The ECHR judges "that in view of the gravity of the offenses committed, of the high position that Mr. Platini occupied in football bodies and of the need to restore the reputation of this sport like that of Fifa, the sanction imposed seems neither excessive nor arbitrary ", according to a press release issued by the institution.

The Court also noted that Michel Platini "benefited from the internal institutional and procedural guarantees allowing him to contest the decision of Fifa and to assert his complaints".

The former playmaker of the Blues, now 64 years old, was suspended in late 2015 from any activity related to football after receiving 2 million Swiss francs (or 1.8 million euros) from Sepp Blatter, the ex-president of Fifa also suspended. This sum had been paid to him in 2011 for consultancy activities, exercised from 1998 to 2002. But there was never a written contract and this late payment was only the subject of an oral agreement with Sepp Blatter.

The suspension, which prevented Michel Platini from seeking the succession of Sepp Blatter to the International Federation, was initially eight years.

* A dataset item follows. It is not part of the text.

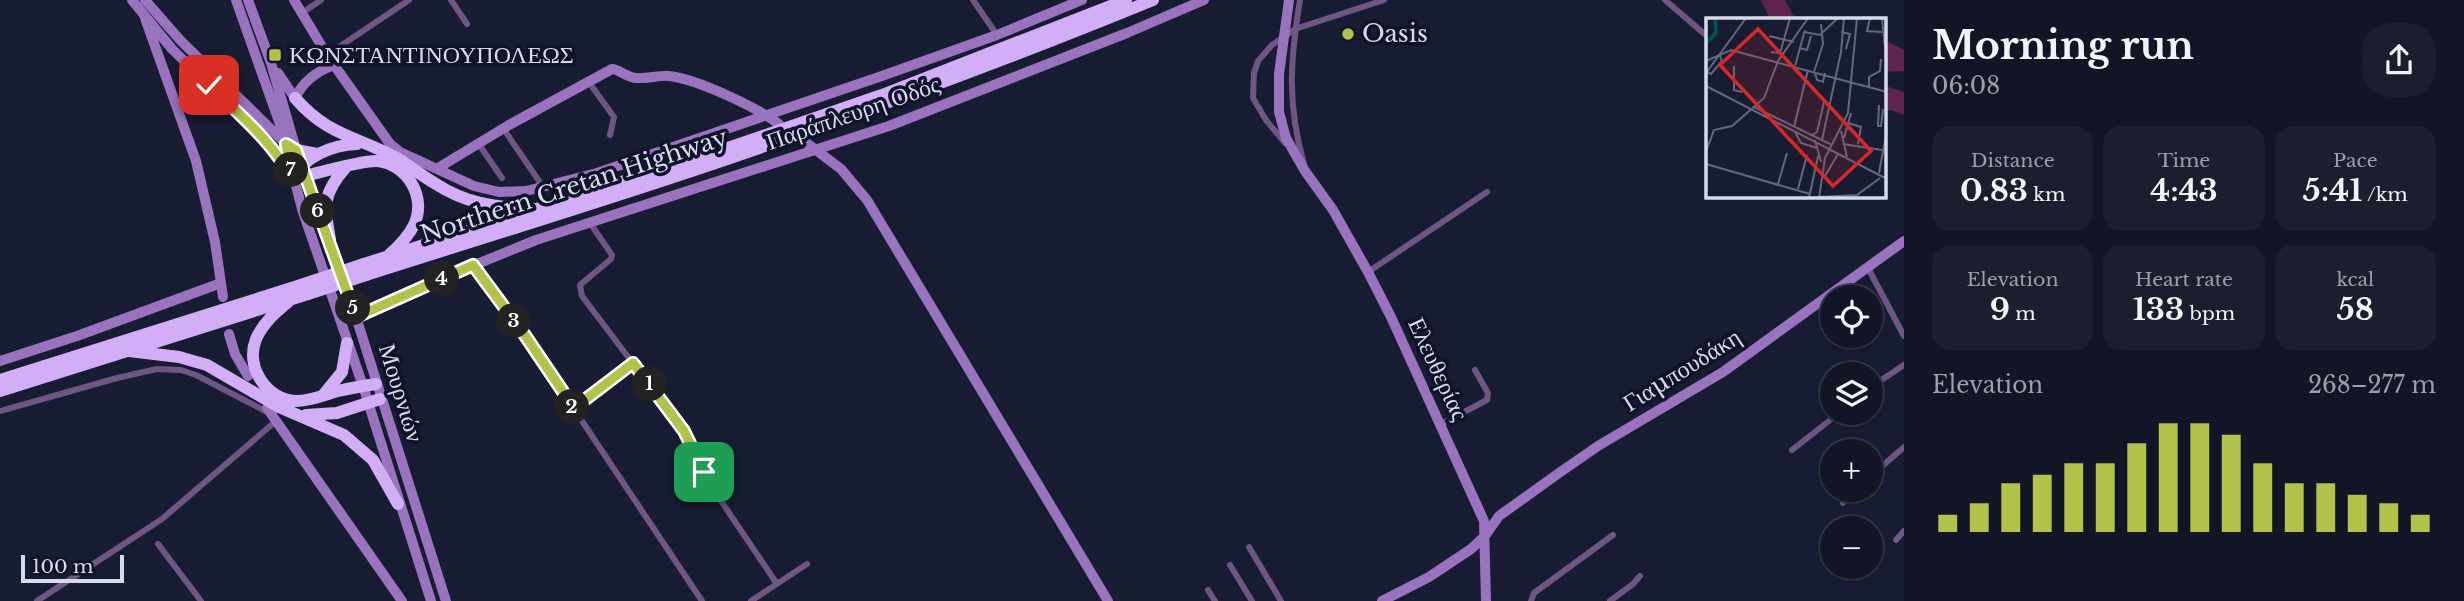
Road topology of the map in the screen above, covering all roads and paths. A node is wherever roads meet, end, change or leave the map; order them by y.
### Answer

It was then reduced to six years on appeal, then to four by the Sports Arbitral Tribunal (TAS), the highest sports court, based in Lausanne.

Before the ECHR, which sits in Strasbourg, Michel Platini invoked the violation of three articles of the ECHR to obtain its outright annulment.

He considered that the disciplinary procedures before Fifa and the CAS did not allow him to benefit from a fair trial, that the texts in force at the time of the facts, from 2007 to 2011, had not been applied and that his suspension was contrary to the freedom to exercise a professional activity and therefore violated his right to respect for private and family life.

The ECHR unanimously found his application "inadmissible", while acknowledging that the suspension had "negative repercussions" on his private life.

Michel Platini had "freely consented to the waiver of certain rights by signing compulsory arbitration clauses excluding legal remedies from ordinary courts", she noted.

He was "able to appeal against the measure imposed by Fifa before the CAS", which "duly motivated his decision to reduce but confirm the sanction," she concluded.